🤖 AI Summary
Smartphone handheld burst imaging suffers from low spatial resolution, severe noise, and complex motion due to sensor miniaturization; existing datasets fail to faithfully model the coupled degradation effects, hindering multi-frame super-resolution (MFSR) advancement. To address this, we propose: (1) the first synthetic data engine integrating multi-exposure static scenes with a physics-driven handheld motion model, accurately capturing realistic noise and non-rigid motion; (2) MFSR-GAN, a multi-scale RAW-to-RGB generation network centered on a reference frame, which explicitly decouples motion compensation from cross-domain reconstruction. Evaluated on both synthetic and real handheld bursts, our method significantly suppresses artifacts, yielding sharper and more natural reconstructions. It achieves state-of-the-art performance in PSNR, SSIM, and perceptual quality.
📝 Abstract
Smartphone cameras have become ubiquitous imaging tools, yet their small sensors and compact optics often limit spatial resolution and introduce distortions. Combining information from multiple low-resolution (LR) frames to produce a high-resolution (HR) image has been explored to overcome the inherent limitations of smartphone cameras. Despite the promise of multi-frame super-resolution (MFSR), current approaches are hindered by datasets that fail to capture the characteristic noise and motion patterns found in real-world handheld burst images.
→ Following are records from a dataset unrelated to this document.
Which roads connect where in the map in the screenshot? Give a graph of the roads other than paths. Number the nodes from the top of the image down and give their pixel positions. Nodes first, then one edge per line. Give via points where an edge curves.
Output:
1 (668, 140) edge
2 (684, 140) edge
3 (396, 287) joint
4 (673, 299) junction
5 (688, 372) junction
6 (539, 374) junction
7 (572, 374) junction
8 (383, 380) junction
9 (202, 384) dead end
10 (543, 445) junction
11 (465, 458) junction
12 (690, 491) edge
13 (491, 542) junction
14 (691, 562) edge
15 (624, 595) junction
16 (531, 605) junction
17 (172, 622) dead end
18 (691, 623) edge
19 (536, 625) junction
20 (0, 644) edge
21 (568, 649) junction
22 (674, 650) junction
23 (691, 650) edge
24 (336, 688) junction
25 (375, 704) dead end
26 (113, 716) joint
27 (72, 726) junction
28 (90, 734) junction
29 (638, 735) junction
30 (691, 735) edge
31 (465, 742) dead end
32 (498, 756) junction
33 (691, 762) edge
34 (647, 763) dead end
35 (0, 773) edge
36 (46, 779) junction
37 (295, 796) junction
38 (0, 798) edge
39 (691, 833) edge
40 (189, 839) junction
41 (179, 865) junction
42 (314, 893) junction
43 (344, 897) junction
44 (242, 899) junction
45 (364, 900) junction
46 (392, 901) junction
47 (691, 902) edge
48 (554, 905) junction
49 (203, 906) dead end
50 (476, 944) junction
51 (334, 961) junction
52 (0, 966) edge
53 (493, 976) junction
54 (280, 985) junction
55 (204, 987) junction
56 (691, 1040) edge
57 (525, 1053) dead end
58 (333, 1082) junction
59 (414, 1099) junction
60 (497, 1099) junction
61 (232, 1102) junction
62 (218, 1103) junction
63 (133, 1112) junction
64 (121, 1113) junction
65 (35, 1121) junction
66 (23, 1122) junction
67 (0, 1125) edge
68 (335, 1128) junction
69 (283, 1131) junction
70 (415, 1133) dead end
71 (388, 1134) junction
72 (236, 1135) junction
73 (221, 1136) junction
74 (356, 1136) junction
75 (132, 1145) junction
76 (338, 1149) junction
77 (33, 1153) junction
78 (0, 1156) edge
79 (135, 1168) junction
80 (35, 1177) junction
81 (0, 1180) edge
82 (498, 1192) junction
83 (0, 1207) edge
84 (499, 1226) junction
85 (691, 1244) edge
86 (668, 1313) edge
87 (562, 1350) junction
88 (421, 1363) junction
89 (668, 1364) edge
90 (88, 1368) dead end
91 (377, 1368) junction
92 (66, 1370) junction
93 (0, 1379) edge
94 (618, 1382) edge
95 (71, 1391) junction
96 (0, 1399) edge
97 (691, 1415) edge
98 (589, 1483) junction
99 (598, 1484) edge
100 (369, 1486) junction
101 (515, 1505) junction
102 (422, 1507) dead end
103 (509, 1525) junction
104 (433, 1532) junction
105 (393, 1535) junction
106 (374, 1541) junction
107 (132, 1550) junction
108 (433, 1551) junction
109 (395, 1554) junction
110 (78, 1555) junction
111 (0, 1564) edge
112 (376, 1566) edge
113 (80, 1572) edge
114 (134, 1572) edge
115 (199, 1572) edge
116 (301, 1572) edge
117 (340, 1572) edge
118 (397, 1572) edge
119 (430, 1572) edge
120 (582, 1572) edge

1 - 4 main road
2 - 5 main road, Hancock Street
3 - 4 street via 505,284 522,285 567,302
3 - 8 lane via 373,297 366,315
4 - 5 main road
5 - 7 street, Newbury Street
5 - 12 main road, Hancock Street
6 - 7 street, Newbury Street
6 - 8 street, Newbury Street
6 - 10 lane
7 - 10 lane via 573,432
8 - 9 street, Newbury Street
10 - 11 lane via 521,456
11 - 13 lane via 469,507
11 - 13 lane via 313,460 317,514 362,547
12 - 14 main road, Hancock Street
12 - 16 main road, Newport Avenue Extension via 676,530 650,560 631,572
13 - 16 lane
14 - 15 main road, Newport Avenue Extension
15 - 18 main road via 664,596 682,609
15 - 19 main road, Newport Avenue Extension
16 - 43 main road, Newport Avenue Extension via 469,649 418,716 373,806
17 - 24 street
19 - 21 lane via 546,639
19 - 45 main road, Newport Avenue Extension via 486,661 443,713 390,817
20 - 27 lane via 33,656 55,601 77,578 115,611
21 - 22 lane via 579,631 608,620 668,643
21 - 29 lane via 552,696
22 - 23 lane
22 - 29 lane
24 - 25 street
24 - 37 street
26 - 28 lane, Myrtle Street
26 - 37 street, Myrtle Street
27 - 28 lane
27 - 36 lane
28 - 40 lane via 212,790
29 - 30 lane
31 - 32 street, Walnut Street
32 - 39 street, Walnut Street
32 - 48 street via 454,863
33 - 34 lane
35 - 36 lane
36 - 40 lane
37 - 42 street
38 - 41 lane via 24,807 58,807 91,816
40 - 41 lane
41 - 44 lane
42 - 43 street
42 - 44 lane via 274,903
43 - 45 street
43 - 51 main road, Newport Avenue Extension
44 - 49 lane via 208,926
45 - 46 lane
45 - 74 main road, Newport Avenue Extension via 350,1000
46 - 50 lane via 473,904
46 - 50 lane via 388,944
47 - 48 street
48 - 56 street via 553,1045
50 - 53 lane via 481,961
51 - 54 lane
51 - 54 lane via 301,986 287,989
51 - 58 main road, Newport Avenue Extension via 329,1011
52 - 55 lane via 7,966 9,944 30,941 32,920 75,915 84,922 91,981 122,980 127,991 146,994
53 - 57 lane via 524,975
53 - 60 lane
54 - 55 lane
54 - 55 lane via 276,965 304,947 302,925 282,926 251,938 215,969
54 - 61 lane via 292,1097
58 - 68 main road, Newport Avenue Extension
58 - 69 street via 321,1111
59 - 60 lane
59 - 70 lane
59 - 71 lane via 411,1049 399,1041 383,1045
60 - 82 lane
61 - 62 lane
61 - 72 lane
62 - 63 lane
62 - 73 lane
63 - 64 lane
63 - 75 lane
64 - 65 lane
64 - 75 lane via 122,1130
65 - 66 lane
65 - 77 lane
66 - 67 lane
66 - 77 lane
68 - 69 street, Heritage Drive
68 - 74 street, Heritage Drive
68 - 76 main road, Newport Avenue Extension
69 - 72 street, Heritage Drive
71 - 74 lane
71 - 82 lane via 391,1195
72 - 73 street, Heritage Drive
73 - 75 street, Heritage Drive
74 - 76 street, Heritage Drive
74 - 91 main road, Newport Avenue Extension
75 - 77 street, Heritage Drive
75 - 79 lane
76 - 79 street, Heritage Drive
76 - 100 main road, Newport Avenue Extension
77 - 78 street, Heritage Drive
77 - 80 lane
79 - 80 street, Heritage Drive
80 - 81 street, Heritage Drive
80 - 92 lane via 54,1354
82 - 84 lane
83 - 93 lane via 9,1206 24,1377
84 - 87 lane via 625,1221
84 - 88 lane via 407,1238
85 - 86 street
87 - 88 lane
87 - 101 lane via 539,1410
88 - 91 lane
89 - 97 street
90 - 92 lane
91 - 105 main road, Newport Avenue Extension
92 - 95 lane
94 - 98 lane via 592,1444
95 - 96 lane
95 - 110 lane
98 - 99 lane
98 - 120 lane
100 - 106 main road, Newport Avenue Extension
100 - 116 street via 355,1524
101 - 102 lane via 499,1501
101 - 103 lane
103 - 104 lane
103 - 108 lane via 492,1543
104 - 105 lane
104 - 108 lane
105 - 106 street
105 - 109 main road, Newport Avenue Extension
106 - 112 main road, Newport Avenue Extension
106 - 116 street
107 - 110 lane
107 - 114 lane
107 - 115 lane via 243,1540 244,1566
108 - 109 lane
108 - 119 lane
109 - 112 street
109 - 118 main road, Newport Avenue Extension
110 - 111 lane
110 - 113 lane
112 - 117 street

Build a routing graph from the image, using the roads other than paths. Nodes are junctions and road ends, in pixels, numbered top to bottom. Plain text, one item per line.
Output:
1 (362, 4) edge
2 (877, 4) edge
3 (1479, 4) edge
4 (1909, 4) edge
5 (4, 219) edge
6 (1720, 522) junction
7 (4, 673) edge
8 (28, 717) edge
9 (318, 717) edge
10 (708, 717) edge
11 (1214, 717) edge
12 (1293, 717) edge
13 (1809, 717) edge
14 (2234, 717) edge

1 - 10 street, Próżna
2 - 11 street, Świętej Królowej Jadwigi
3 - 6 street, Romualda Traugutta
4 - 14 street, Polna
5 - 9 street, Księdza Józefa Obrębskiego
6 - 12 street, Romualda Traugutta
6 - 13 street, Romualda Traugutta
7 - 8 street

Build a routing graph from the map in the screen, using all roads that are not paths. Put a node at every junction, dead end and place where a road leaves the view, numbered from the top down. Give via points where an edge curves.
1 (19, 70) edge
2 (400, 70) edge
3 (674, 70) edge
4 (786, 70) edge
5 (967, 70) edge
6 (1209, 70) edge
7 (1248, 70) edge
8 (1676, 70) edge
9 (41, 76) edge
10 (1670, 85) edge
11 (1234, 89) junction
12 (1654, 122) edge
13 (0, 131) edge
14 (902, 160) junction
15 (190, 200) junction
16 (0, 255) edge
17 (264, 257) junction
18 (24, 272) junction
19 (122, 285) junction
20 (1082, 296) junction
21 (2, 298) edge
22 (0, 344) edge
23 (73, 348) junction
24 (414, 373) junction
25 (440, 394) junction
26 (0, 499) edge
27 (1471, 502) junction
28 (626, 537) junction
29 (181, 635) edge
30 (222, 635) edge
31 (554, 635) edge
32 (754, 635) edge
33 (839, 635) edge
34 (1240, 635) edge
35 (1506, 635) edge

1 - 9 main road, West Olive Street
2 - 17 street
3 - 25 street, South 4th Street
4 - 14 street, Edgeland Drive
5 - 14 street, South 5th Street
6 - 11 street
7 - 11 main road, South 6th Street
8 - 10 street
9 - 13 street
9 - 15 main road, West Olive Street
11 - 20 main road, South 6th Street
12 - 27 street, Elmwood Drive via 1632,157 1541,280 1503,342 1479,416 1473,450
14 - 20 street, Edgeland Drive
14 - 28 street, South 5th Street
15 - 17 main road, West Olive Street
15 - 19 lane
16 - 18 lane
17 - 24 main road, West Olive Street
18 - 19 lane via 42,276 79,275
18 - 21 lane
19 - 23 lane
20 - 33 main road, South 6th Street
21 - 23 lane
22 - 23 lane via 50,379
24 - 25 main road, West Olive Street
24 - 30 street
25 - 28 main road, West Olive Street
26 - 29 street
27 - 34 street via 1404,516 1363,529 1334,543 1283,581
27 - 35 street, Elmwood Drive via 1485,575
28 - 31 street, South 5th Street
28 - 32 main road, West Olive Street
In this work, we address this gap by introducing a novel synthetic data engine that uses multi-exposure static images to synthesize LR-HR training pairs while preserving sensor-specific noise characteristics and image motion found during handheld burst photography. We also propose MFSR-GAN: a multi-scale RAW-to-RGB network for MFSR. Compared to prior approaches, MFSR-GAN emphasizes a"base frame"throughout its architecture to mitigate artifacts. Experimental results on both synthetic and real data demonstrates that MFSR-GAN trained with our synthetic engine yields sharper, more realistic reconstructions than existing methods for real-world MFSR.